Así comenzó mi horror por las muñecas y mi curiosidad por ese asunto
misterioso cuyo solo nombre era impronunciable: sexo.
Las niñas de mi generación carecíamos de instinto sexual, eso lo
inventaron Master y Johnson mucho después. Sólo los varones padecían de
ese mal que podía conducirlos al infierno y que hacía de ellos unos
faunos en potencia durante todas sus vidas.
Cuando una hacía alguna pregunta escabrosa, había dos tipos de
respuesta, según la madre que nos tocara en suerte. La explicación
tradicional era la cigüeña que venía de París y la moderna era sobre
flores y abejas. Mi madre era moderna, pero la relación entre el polen y
la muñeca en mi barriga me resultaba poco clara.
A los siete años me prepararon para la Primera Comunión.
Antes de recibir la hostia había que confesarse.
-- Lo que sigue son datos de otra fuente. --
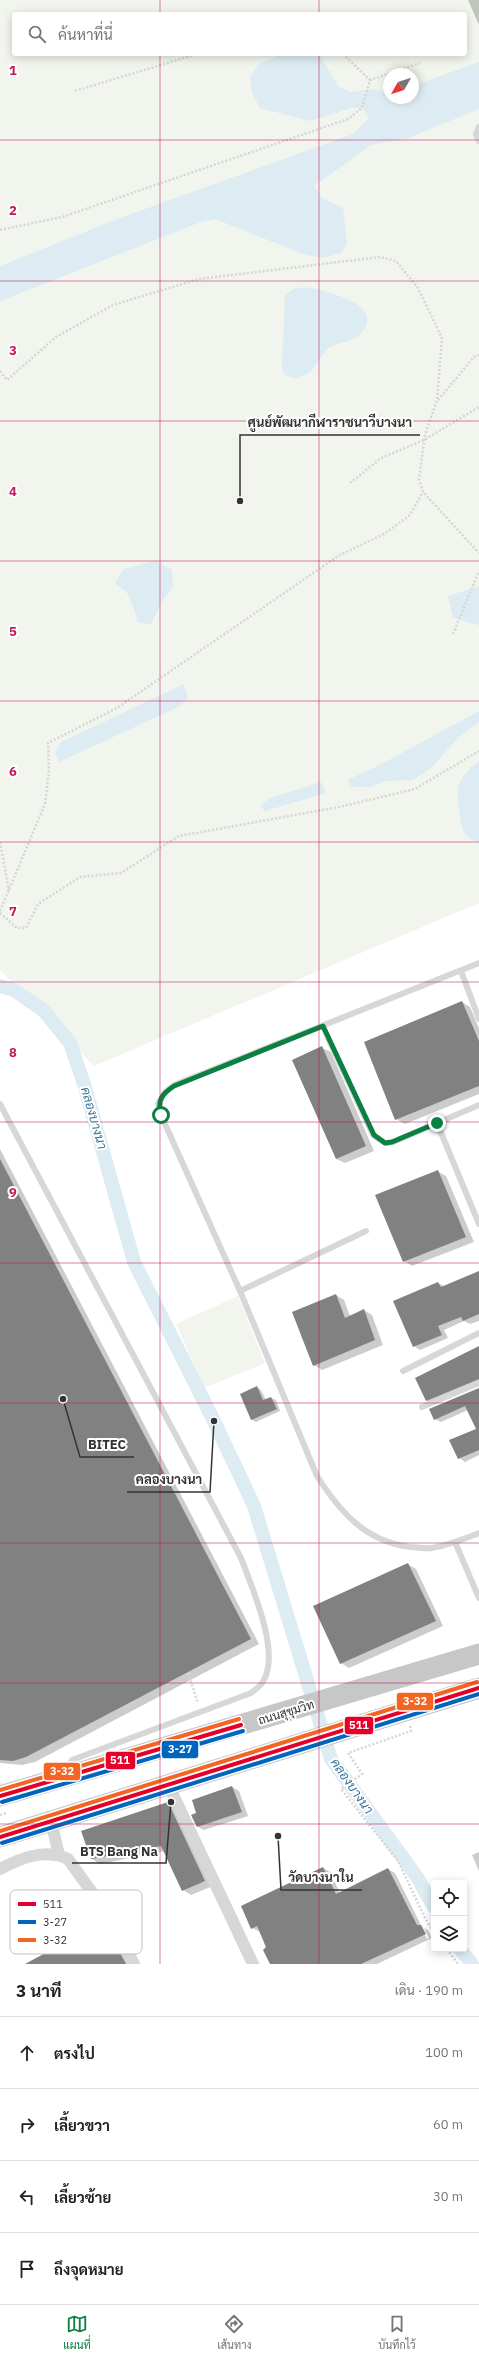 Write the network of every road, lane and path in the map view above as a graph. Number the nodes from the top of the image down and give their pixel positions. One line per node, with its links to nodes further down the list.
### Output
1 (190, 56): 5 (path)
2 (345, 56): 4 (path)
3 (420, 62): 4 (path)
4 (370, 80): 8 (path)
5 (75, 91)
6 (479, 127): 7 (lane)
7 (479, 141)
8 (0, 230)
9 (479, 355): 11 (path)
10 (0, 371): 11 (path)
11 (437, 400): 13 (path)
12 (479, 407): 13 (path)
13 (424, 440): 14 (path); 15 (path)
14 (350, 483)
15 (424, 492): 16 (path); 21 (path)
16 (479, 553)
17 (479, 571): 18 (path)
18 (454, 634)
19 (479, 751): 22 (path)
20 (0, 842): 21 (path)
21 (9, 892): 22 (path)
22 (0, 912)
23 (479, 963): 24 (lane)
24 (461, 971): 25 (lane); 26 (lane)
25 (479, 1019)
26 (323, 1026): 29 (lane); 32 (lane)
27 (0, 1104): 43 (lane)
28 (479, 1105): 29 (lane)
29 (437, 1123): 30 (lane)
30 (479, 1224)
31 (366, 1232): 32 (lane)
32 (240, 1291): 38 (lane)
33 (479, 1334): 34 (lane)
34 (403, 1371)
35 (479, 1383): 36 (lane)
36 (422, 1408)
37 (479, 1533): 38 (lane)
38 (455, 1542): 39 (lane)
39 (479, 1598)
40 (479, 1654): 43 (highway, ถนนสุขุมวิท)
41 (479, 1688): 44 (highway)
42 (411, 1731): 51 (path)
43 (70, 1774): 45 (highway, ถนนสุขุมวิท)
44 (168, 1784): 46 (highway); 55 (street)
45 (0, 1796)
46 (51, 1821): 47 (highway); 48 (street)
47 (0, 1837)
48 (59, 1854): 49 (street); 50 (street)
49 (0, 1869)
50 (91, 1890)
51 (431, 1928)
52 (449, 1952): 56 (path)
53 (129, 1954): 54 (street)
54 (134, 1964)
55 (253, 1964)
56 (458, 1964)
Me llevaron a la
iglesia, me arrodillé detrás de una cortina de felpa negra y traté de
recordar mi lista de pecados, pero se me olvidaron todos.
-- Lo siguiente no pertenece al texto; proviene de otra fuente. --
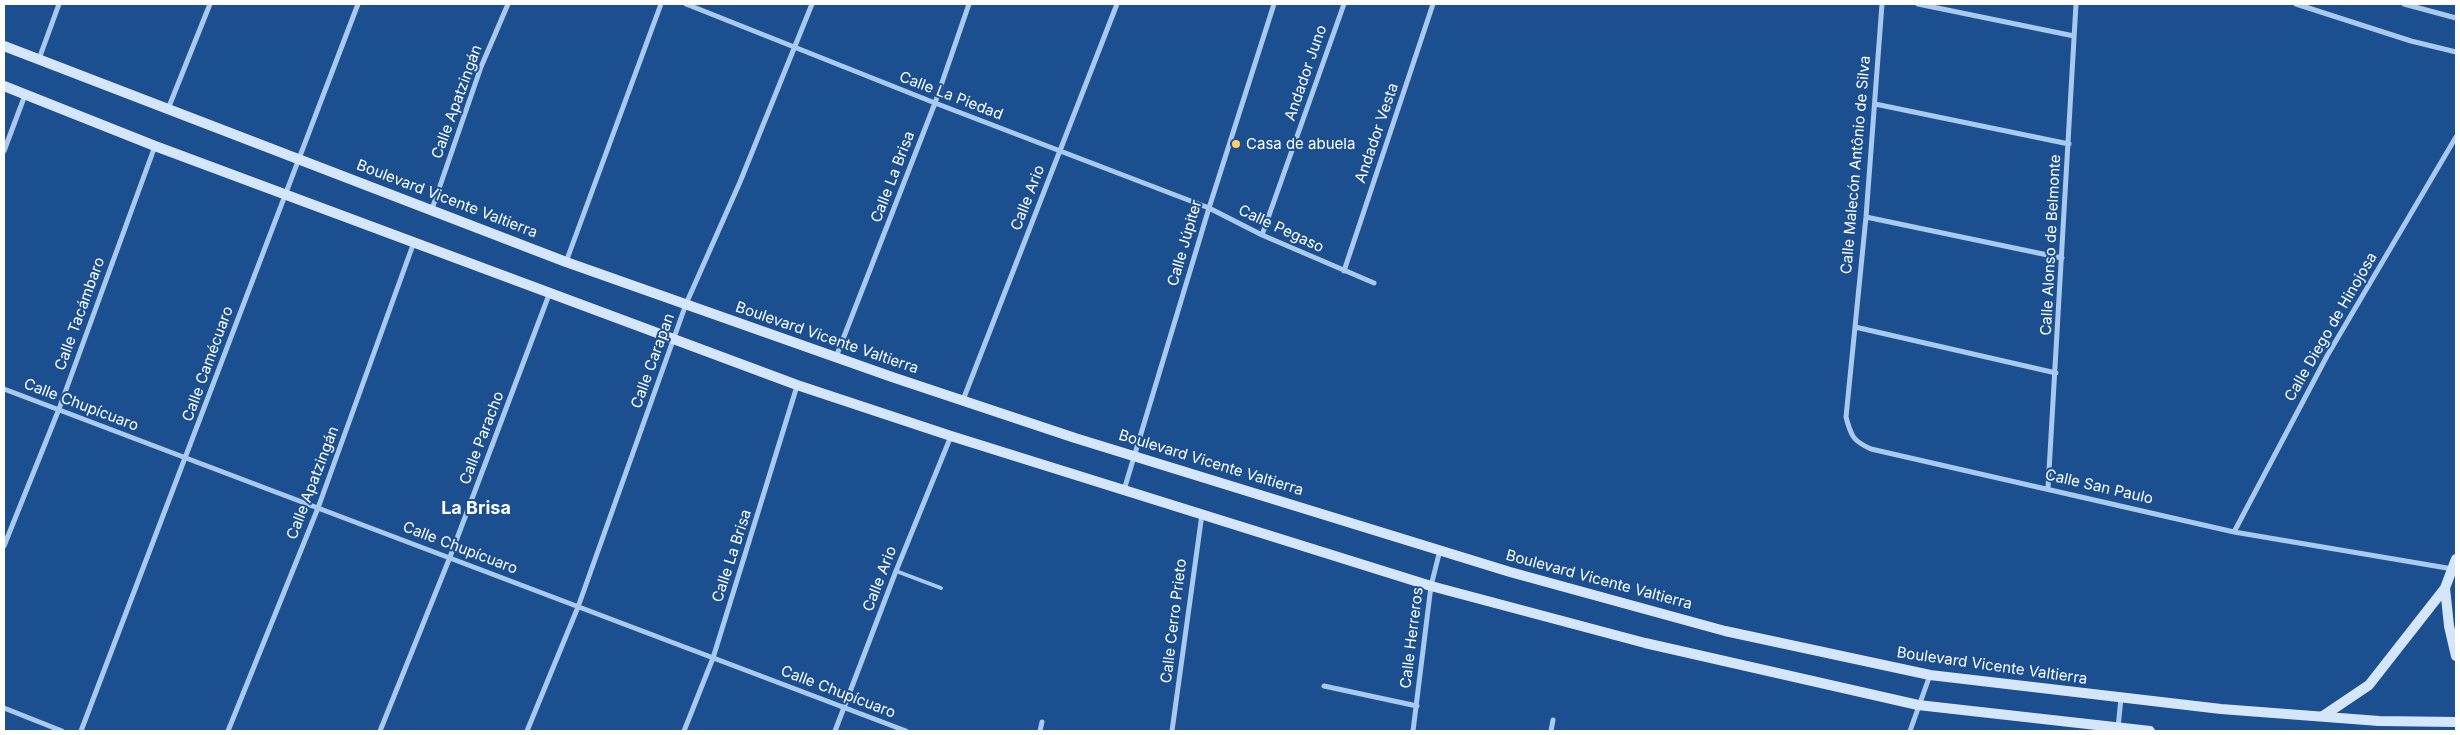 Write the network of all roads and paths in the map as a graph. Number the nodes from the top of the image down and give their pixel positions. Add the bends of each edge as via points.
1 (59, 4) edge
2 (210, 4) edge
3 (358, 4) edge
4 (508, 4) edge
5 (661, 4) edge
6 (686, 4) edge
7 (812, 4) edge
8 (969, 4) edge
9 (1116, 4) edge
10 (1274, 4) edge
11 (1344, 4) edge
12 (1433, 4) edge
13 (1882, 4) edge
14 (1918, 4) edge
15 (2076, 4) edge
16 (2296, 4) edge
17 (2404, 4) edge
18 (2456, 18) edge
19 (2074, 36) junction
20 (4, 46) edge
21 (795, 48) junction
22 (2456, 52) edge
23 (39, 59) junction
24 (4, 86) edge
25 (26, 94) junction
26 (935, 103) junction
27 (1875, 104) junction
28 (168, 110) junction
29 (2456, 137) edge
30 (2069, 144) junction
31 (155, 146) junction
32 (1060, 150) junction
33 (4, 151) edge
34 (298, 160) junction
35 (284, 194) junction
36 (1209, 208) junction
37 (432, 209) junction
38 (1866, 217) junction
39 (1262, 236) junction
40 (414, 242) junction
41 (2062, 258) junction
42 (566, 262) junction
43 (1344, 271) junction
44 (1374, 283) dead end
45 (550, 292) junction
46 (686, 304) junction
47 (1855, 327) junction
48 (674, 340) junction
49 (836, 357) junction
50 (2056, 373) junction
51 (798, 385) junction
52 (4, 389) edge
53 (963, 400) junction
54 (59, 409) junction
55 (951, 436) junction
56 (1137, 455) junction
57 (187, 459) junction
58 (2048, 488) junction
59 (1124, 491) junction
60 (318, 508) junction
61 (1202, 514) junction
62 (2234, 532) junction
63 (4, 546) edge
64 (1440, 549) junction
65 (450, 557) junction
66 (2455, 564) edge
67 (896, 571) junction
68 (1431, 586) junction
69 (941, 588) dead end
70 (2445, 588) junction
71 (578, 607) junction
72 (2456, 656) edge
73 (713, 658) junction
74 (1930, 675) junction
75 (1324, 686) dead end
76 (2121, 698) junction
77 (1918, 704) junction
78 (1416, 706) junction
79 (845, 707) junction
80 (4, 708) edge
81 (2323, 716) junction
82 (1553, 720) dead end
83 (1042, 722) dead end
84 (2456, 722) edge
85 (2118, 730) edge
86 (62, 731) edge
87 (81, 731) edge
88 (228, 731) edge
89 (380, 731) edge
90 (527, 731) edge
91 (684, 731) edge
92 (835, 731) edge
93 (906, 731) edge
94 (1040, 731) edge
95 (1172, 731) edge
96 (1413, 731) edge
97 (1552, 731) edge
98 (1910, 731) edge
99 (2150, 731) edge

1 - 23 street
2 - 28 street
3 - 34 street, Calle Camécuaro
4 - 37 street, Calle Apatzingán via 481,66
5 - 42 street
6 - 21 street, Calle La Piedad
7 - 21 street, Calle Carapan
8 - 26 street, Calle La Brisa
9 - 32 street, Calle Ario
10 - 36 street, Calle Júpiter
11 - 39 street, Andador Juno
12 - 43 street, Andador Vesta
13 - 27 street, Calle Malecón Antônio de Silva
14 - 19 street
15 - 19 street, Calle Alonso de Belmonte
16 - 22 street
17 - 18 street
19 - 30 street, Calle Alonso de Belmonte
20 - 23 main road, Boulevard Vicente Valtierra
21 - 26 street, Calle La Piedad
21 - 46 street, Calle Carapan
23 - 28 main road, Boulevard Vicente Valtierra
24 - 25 main road
25 - 31 main road
25 - 33 street
26 - 32 street, Calle La Piedad
26 - 49 street, Calle La Brisa
27 - 30 street
27 - 38 street, Calle Malecón Antônio de Silva
28 - 34 main road, Boulevard Vicente Valtierra
29 - 62 street, Calle Diego de Hinojosa via 2327,356
30 - 41 street, Calle Alonso de Belmonte
31 - 35 main road
31 - 54 street, Calle Tacámbaro
32 - 36 street, Calle La Piedad
32 - 53 street, Calle Ario
34 - 35 street, Calle Camécuaro
34 - 37 main road, Boulevard Vicente Valtierra
35 - 40 main road
35 - 57 street, Calle Camécuaro
36 - 39 street, Calle Pegaso
36 - 56 street, Calle Júpiter
37 - 42 main road, Boulevard Vicente Valtierra
38 - 41 street
38 - 47 street, Calle Malecón Antônio de Silva
39 - 43 street, Calle Pegaso
40 - 45 main road
40 - 60 street, Calle Apatzingán
41 - 50 street, Calle Alonso de Belmonte
42 - 46 main road, Boulevard Vicente Valtierra
43 - 44 street, Calle Pegaso
45 - 48 main road
45 - 65 street, Calle Paracho
46 - 48 street, Calle Carapan
46 - 49 main road, Boulevard Vicente Valtierra
47 - 50 street
47 - 58 street, Calle San Paulo via 1846,417 1856,442 1871,449
48 - 51 main road
48 - 71 street, Calle Carapan
49 - 53 main road, Boulevard Vicente Valtierra
50 - 58 street, Calle Alonso de Belmonte
51 - 55 main road
51 - 73 street, Calle La Brisa
52 - 54 street, Calle Chupícuaro
53 - 56 main road, Boulevard Vicente Valtierra
54 - 57 street, Calle Chupícuaro
54 - 63 street, Calle Tacámbaro
55 - 59 main road
55 - 67 street, Calle Ario
56 - 59 street, Calle Júpiter
56 - 64 main road, Boulevard Vicente Valtierra
57 - 60 street, Calle Chupícuaro
57 - 87 street, Calle Camécuaro
58 - 62 street, Calle San Paulo
59 - 61 main road
60 - 65 street, Calle Chupícuaro
60 - 88 street, Calle Apatzingán
61 - 68 main road
61 - 95 street, Calle Cerro Prieto
62 - 66 street, Calle San Paulo
64 - 68 street, Calle Herreros
64 - 74 main road, Boulevard Vicente Valtierra via 1510,572 1725,631
65 - 71 street, Calle Chupícuaro
65 - 89 street, Calle Paracho
66 - 70 main road
67 - 69 lane
67 - 79 street, Calle Ario
68 - 77 main road via 1645,643
68 - 78 street, Calle Herreros
70 - 72 main road
70 - 81 main road via 2369,685
71 - 73 street, Calle Chupícuaro
71 - 90 street, Calle Carapan
73 - 79 street, Calle Chupícuaro
73 - 91 street, Calle La Brisa
74 - 76 main road, Boulevard Vicente Valtierra
74 - 77 street
75 - 78 street
76 - 81 main road, Boulevard Vicente Valtierra
76 - 85 street
77 - 85 main road
77 - 98 street
78 - 96 street, Calle Herreros
79 - 92 street, Calle Ario
79 - 93 street, Calle Chupícuaro
80 - 86 street
81 - 84 main road, Boulevard Vicente Valtierra
82 - 97 street
83 - 94 street
85 - 99 main road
En medio de la oscuridad y el olor a incienso escuché una voz con acento
de Galicia: -¿Te has tocado el cuerpo con las manos?
-Sí, padre.
-¿A menudo, hija? -Todos los días...
-¡Todos los días!
¡Esa es una ofensa gravísima a los ojos de Dios, la pureza es la mayor
virtud de una niña, debes prometer que no lo harás más!
Prometí, claro, aunque no imaginaba cómo podría lavarme la cara o
cepillarme los dientes sin tocarme el cuerpo con las manos. (Este
traumático episodio me sirvió para 'Eva Luna', treinta y tantos años
más tarde. Una nunca sabe para qué se está entrenando).
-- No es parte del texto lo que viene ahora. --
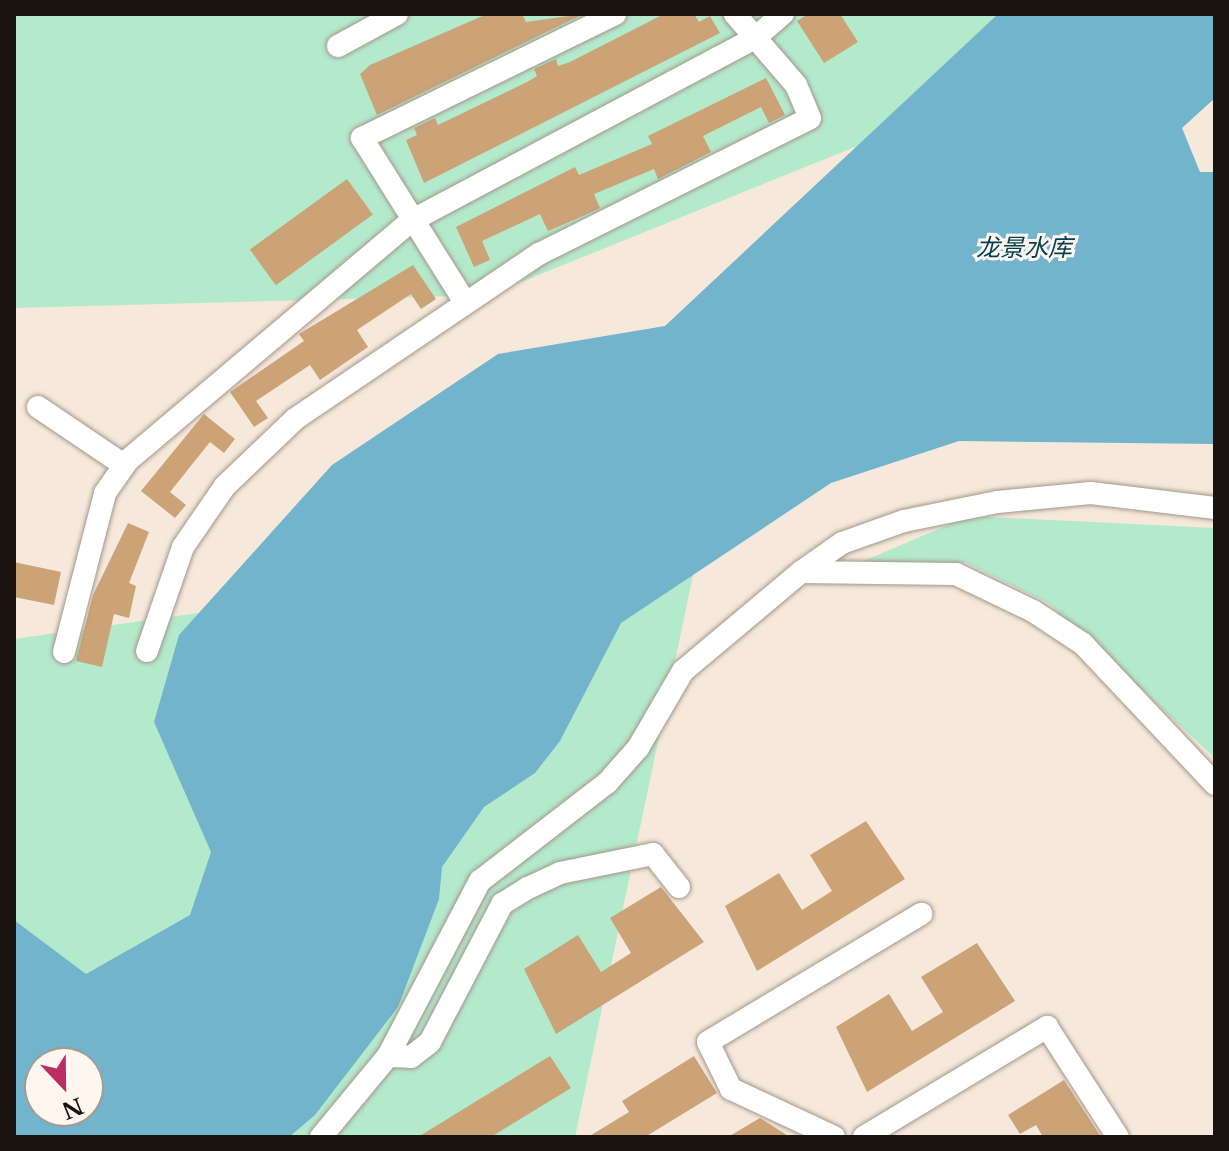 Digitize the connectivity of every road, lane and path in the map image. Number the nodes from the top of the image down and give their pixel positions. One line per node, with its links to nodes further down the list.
1 (397, 14): 6 (street)
2 (615, 14): 7 (street)
3 (735, 14): 5 (street)
4 (783, 14): 5 (street)
5 (755, 38): 7 (street); 8 (street)
6 (338, 46)
7 (411, 221): 8 (street); 10 (street)
8 (463, 299): 13 (street)
9 (38, 407): 10 (street)
10 (124, 465): 14 (street)
11 (1215, 508): 12 (street)
12 (801, 572): 15 (street); 18 (street)
13 (147, 651)
14 (64, 652)
15 (1215, 784)
16 (679, 887): 18 (street)
17 (921, 914): 20 (street)
18 (388, 1056): 19 (street)
19 (321, 1137)
20 (834, 1137)
21 (864, 1137): 22 (street)
22 (1118, 1137)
Nací al sur del mundo, durante la Segunda Guerra Mundial en el seno de
una familia emancipada e intelectual en algunos aspectos y casi
paleolítica en otros.
Me crié en el hogar de mis abuelos, una casa estrafalaria donde
deambulaban los fantasmas invocados por mi abuela con su mesa de tres patas.
Vivían allí dos tíos solteros, un poco excéntricos, como casi todos los
miembros de mi familia. Uno de ellos había viajado a la India y le quedó
el gusto por los asuntos de los fakires, andaba apenas cubierto por un
taparrabos recitando los 999 nombres de Dios en sánscrito.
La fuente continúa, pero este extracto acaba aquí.